Terme Redi, on Viale Bicchierai, was renovated by architect Oreste Ruggiero and opened in 2009. It is dedicated to Francesco Redi who is considered one of the fathers of modern medicine and biology and was also a passionate exponent of the extraordinary healing properties of Montecatini’s waters. There are 96 rooms here for mud bath therapy (mud, jet baths, ozone baths and massage therapy) and a new inhalation therapy wing with 154 latest generation computerised devices ten of which are paediatric.

The baths are around 1100 square metres in size with a large hall, a practical reception room, inhalation rooms, medical clinics, a paediatric wing, an ear insufflation room and a pulmonary ventilation and nebulisation room. The physiotherapy rehabilitation wing is 2000 square metres in size with thermal baths equipped with vascular courses, two gyms and a physiotherapy centre with changing rooms for around 150 clients. Its large spaces, contemporary art work and play of light makes the building elegant and atmospheric.

Behind the Leopoldine baths in relation to Viale Verdi, Terme Tamerici – an events venue – took its name from the plants which grew in an area which was once marshland. Built to designs by architect Giulio Bernardini, these baths are in the style of a medieval residence set in a large park with art deco predominating in the Sala della Mescita with beautiful floor decorations and glazed ceramic panels by Galileo Chini, the artist responsible for the splendid polychrome panels and windows in the Gran Salone.

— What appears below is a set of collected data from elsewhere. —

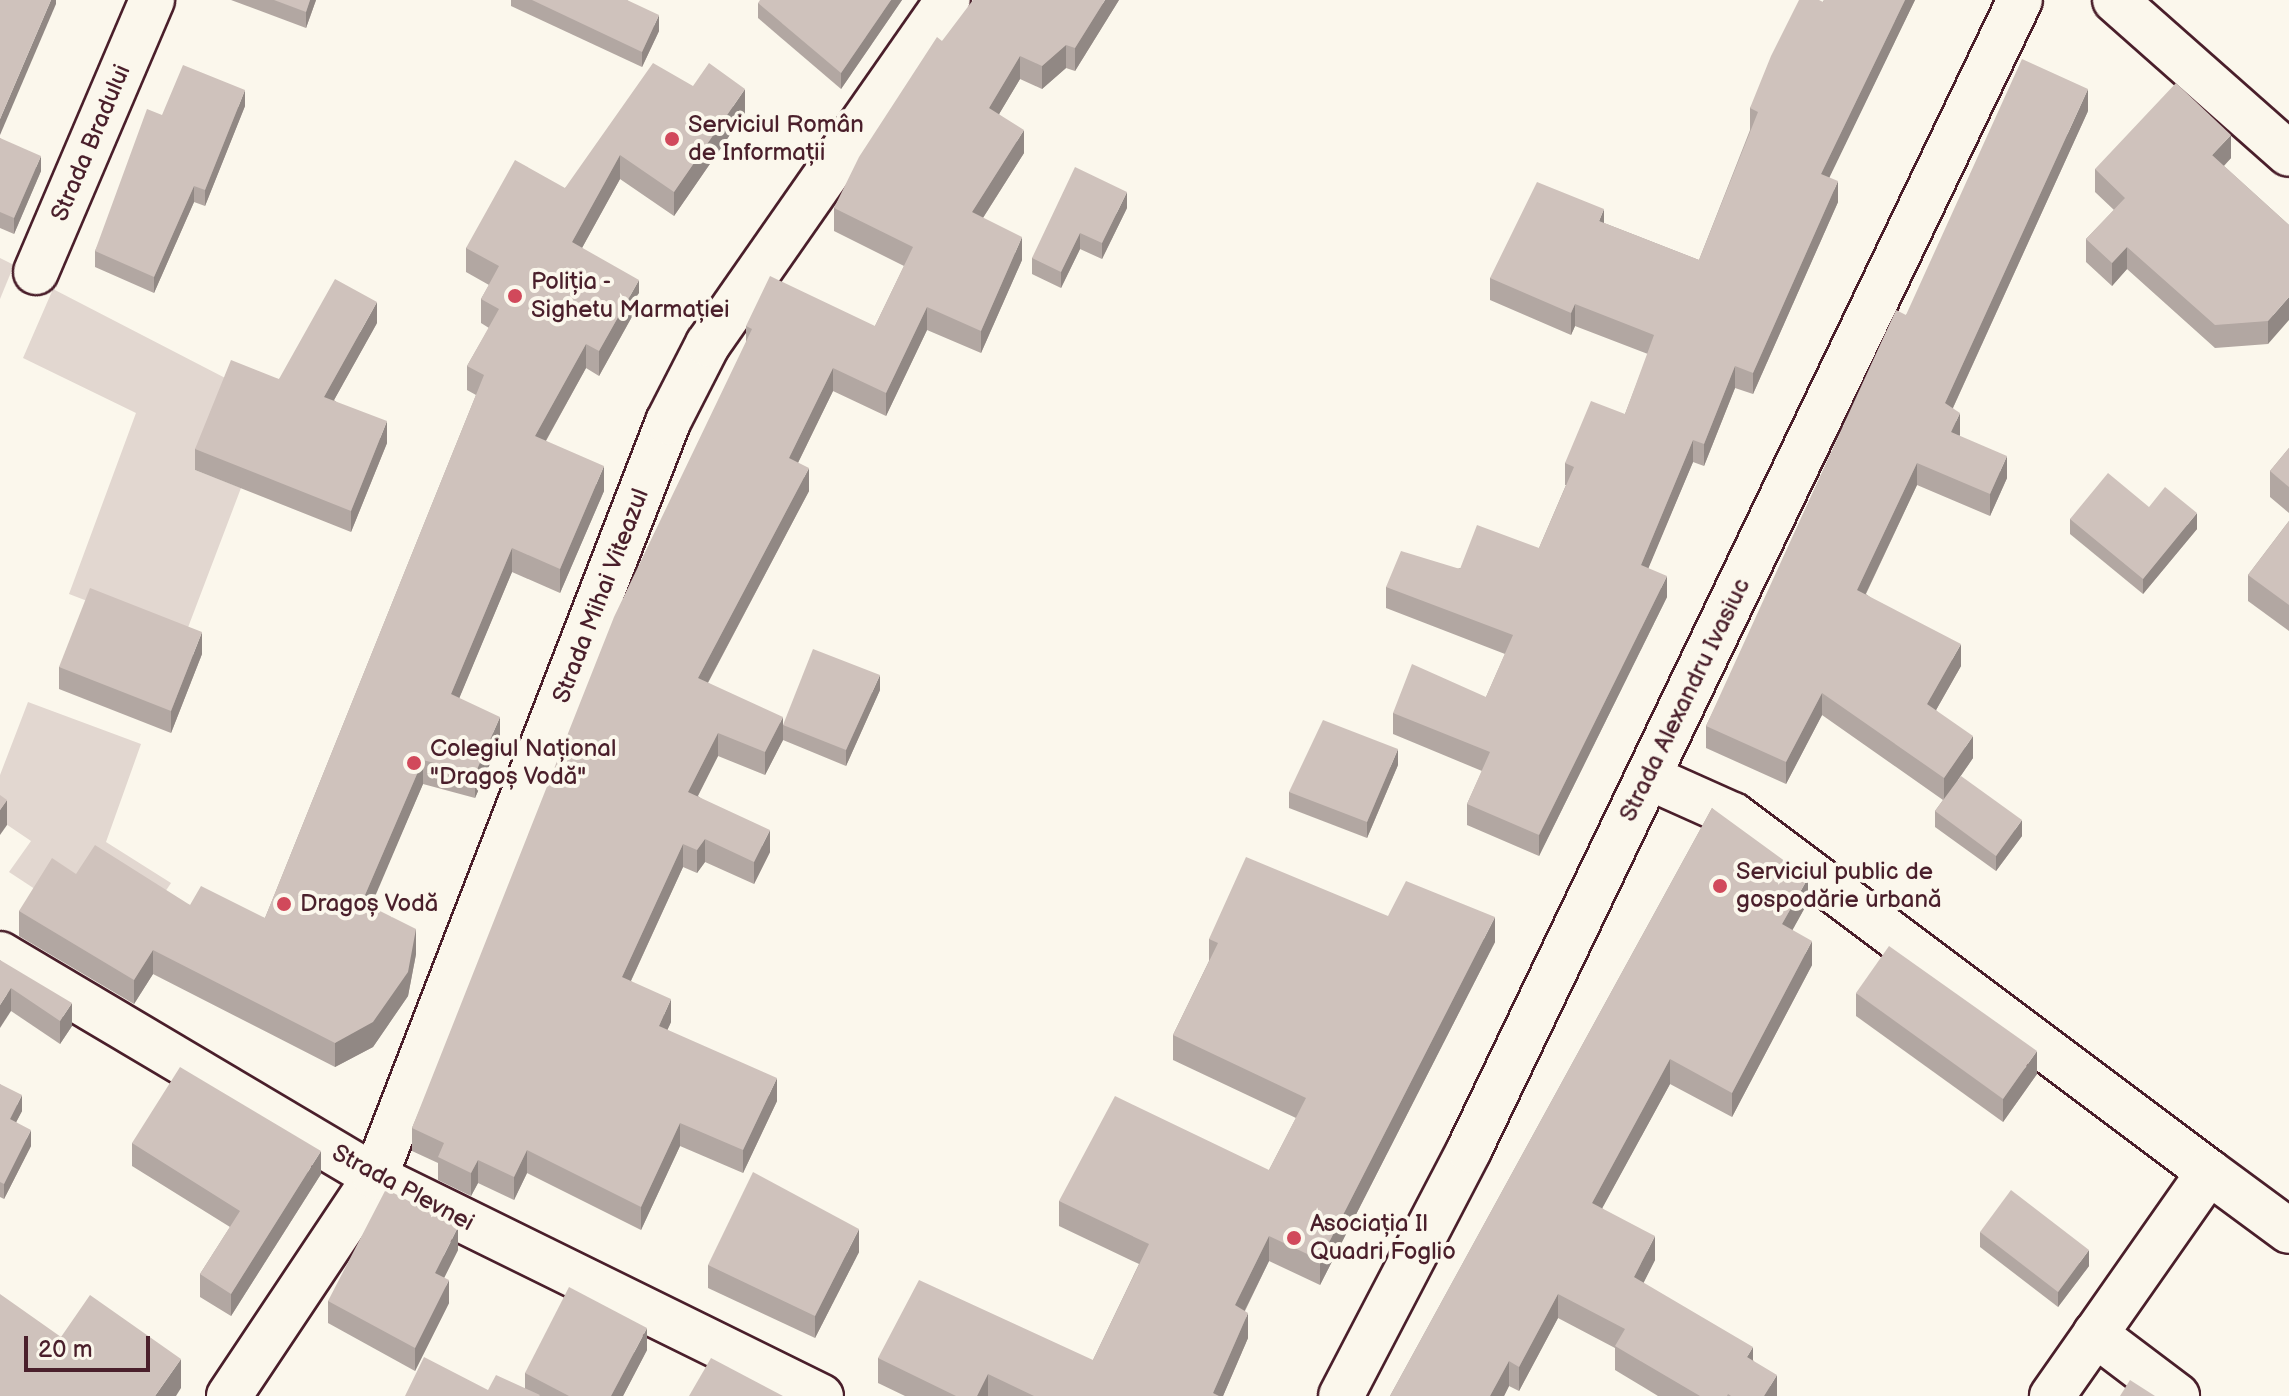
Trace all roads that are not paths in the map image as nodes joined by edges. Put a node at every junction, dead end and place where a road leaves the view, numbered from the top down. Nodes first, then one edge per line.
1 (948, 0) edge
2 (2020, 0) edge
3 (2115, 0) edge
4 (137, 5) edge
5 (2289, 154) edge
6 (36, 272) dead end
7 (1648, 777) junction
8 (0, 954) edge
9 (2209, 1172) junction
10 (375, 1177) junction
11 (2289, 1231) edge
12 (2095, 1334) junction
13 (229, 1396) edge
14 (821, 1396) edge
15 (1341, 1396) edge
16 (2052, 1396) edge
17 (2177, 1396) edge

1 - 10 street, Strada Mihai Viteazul
2 - 7 street, Strada Alexandru Ivasiuc
3 - 5 street
4 - 6 street, Strada Bradului
7 - 9 street
7 - 15 street, Strada Alexandru Ivasiuc
8 - 10 street, Strada Plevnei
9 - 11 street
9 - 12 street
10 - 13 street, Strada Mihai Viteazul
10 - 14 street, Strada Plevnei
12 - 16 street
12 - 17 street

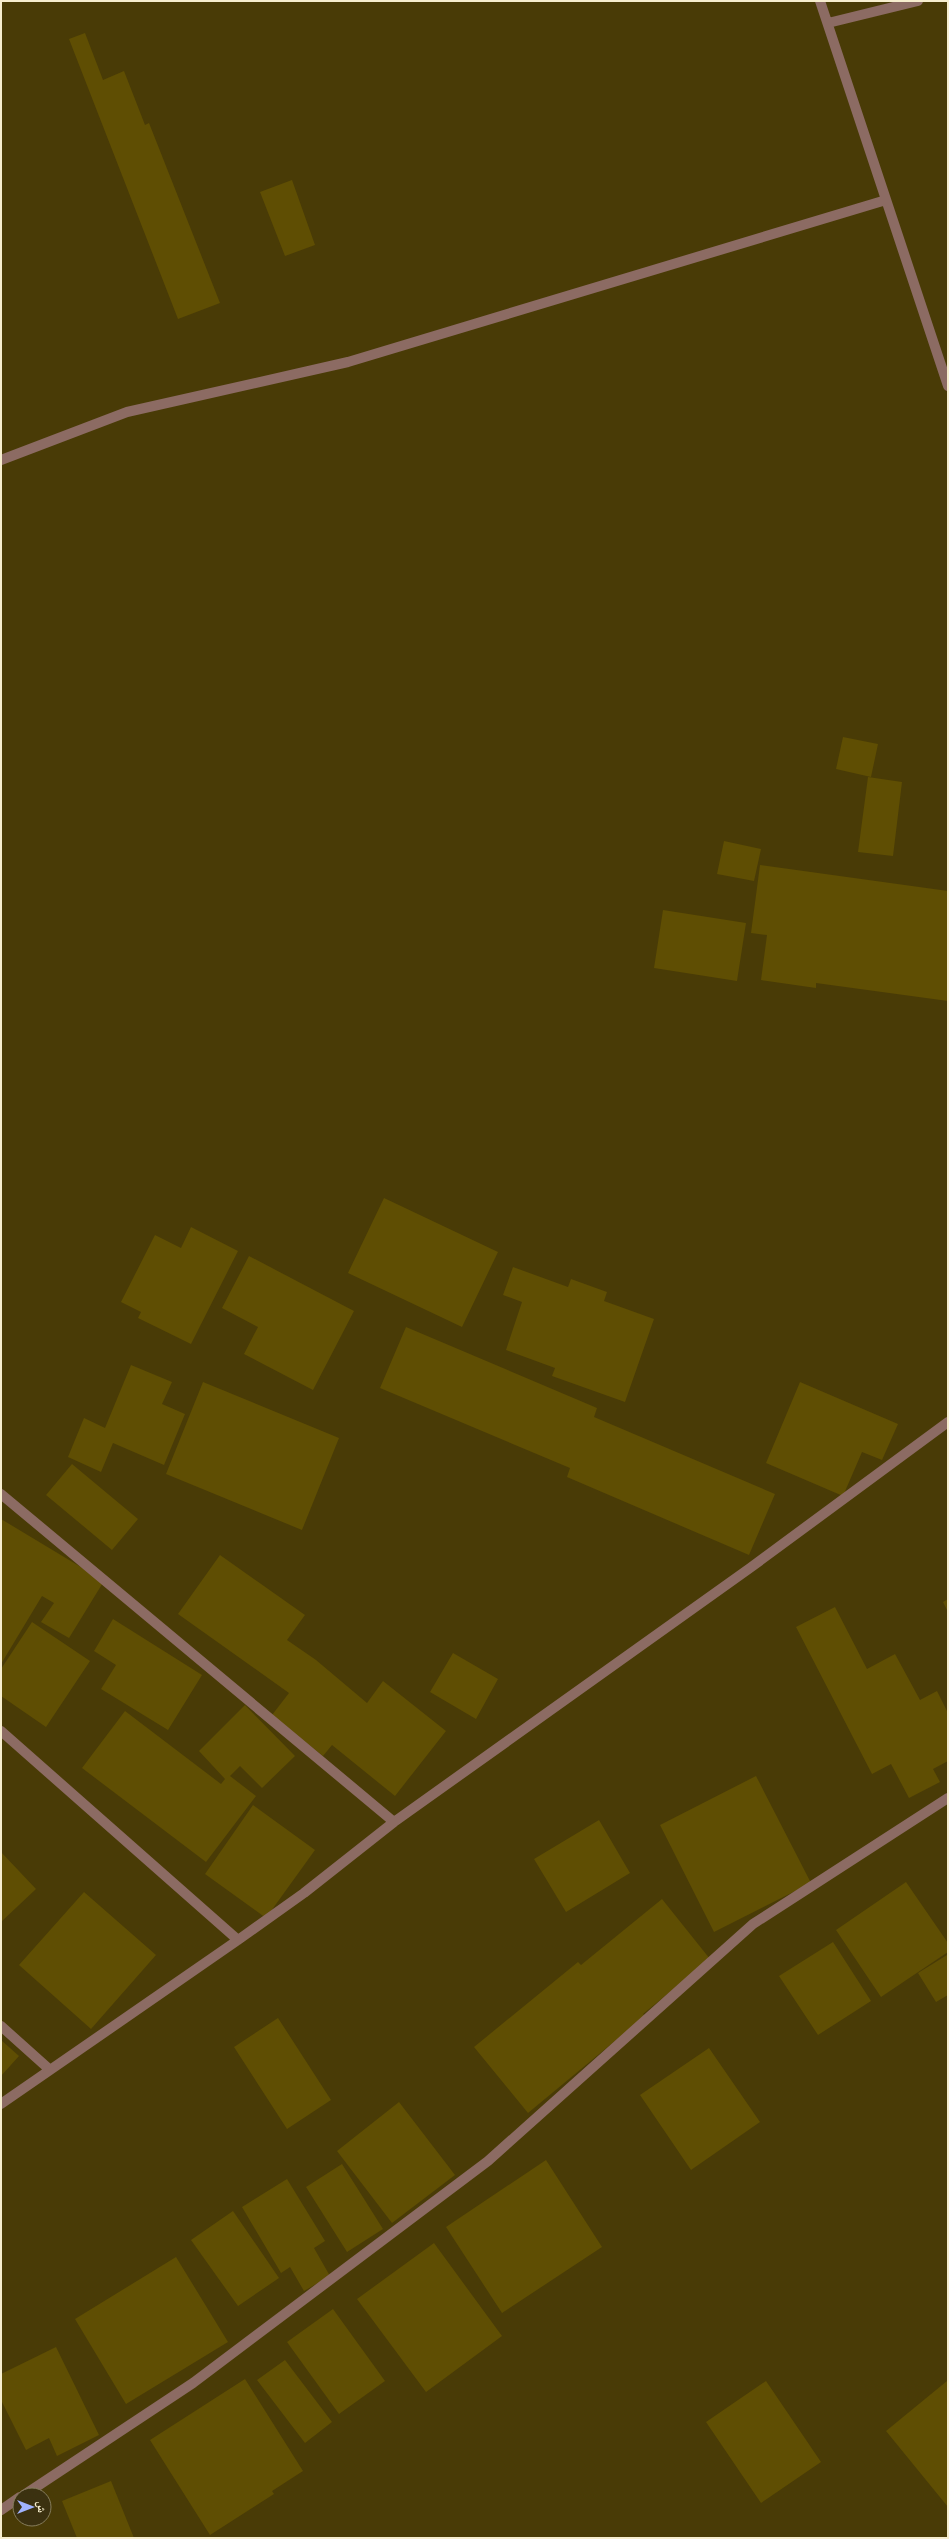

L’Excelsior was built in 1909 as an art deco style complex encompassing the Gran Caffè and the town Casino, in 1915 it was transformed by Giovannozzi into an elegant spa bath building with a small three arched, Renaissance inspired loggia on the front. The new wing was opened in 1968 for supplementary treatments equipped with complementary mineral water treatments in a reinforced concrete building with large sun screened windows. Since 2002 it has also contained a modern wellness centre with cutting edge beauty and remise en forme treatments using Montecatini’s exclusive spa waters.

La Torretta was called after the little tower built in the early twentieth century by architect Bernardini which was originally owned by Count Baldini. The building is surrounded by a luxuriant nature park. Both building and park are currently undergoing restoration work.